Top of Materials provided

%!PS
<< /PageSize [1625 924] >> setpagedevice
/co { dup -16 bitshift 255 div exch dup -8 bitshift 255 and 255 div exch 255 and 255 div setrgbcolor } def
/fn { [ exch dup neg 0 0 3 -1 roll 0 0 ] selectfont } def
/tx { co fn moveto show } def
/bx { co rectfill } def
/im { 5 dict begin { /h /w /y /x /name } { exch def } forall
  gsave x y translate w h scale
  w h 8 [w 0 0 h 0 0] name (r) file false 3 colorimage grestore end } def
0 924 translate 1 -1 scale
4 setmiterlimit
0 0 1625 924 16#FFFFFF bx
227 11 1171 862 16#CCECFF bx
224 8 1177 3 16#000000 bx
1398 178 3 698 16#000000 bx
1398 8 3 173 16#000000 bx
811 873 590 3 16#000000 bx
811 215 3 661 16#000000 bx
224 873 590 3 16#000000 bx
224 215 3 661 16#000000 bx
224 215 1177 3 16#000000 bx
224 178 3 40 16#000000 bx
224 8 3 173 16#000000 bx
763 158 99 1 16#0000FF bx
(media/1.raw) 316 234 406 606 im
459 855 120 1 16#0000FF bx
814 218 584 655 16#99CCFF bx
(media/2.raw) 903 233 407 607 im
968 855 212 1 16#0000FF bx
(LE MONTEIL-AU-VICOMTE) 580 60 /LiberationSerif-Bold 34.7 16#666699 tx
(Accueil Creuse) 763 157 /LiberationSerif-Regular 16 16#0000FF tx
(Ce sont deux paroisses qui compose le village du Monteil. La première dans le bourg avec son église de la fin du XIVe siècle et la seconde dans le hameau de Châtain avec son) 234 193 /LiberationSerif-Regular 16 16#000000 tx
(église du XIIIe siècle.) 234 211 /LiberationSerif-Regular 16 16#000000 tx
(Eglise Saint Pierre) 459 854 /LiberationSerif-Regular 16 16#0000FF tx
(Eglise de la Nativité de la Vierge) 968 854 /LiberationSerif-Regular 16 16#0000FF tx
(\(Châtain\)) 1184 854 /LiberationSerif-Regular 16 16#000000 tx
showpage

Bottom of Materials provided

Check all the records above and select each line where the string "scale" is found.

  gsave x y translate w h scale
0 924 translate 1 -1 scale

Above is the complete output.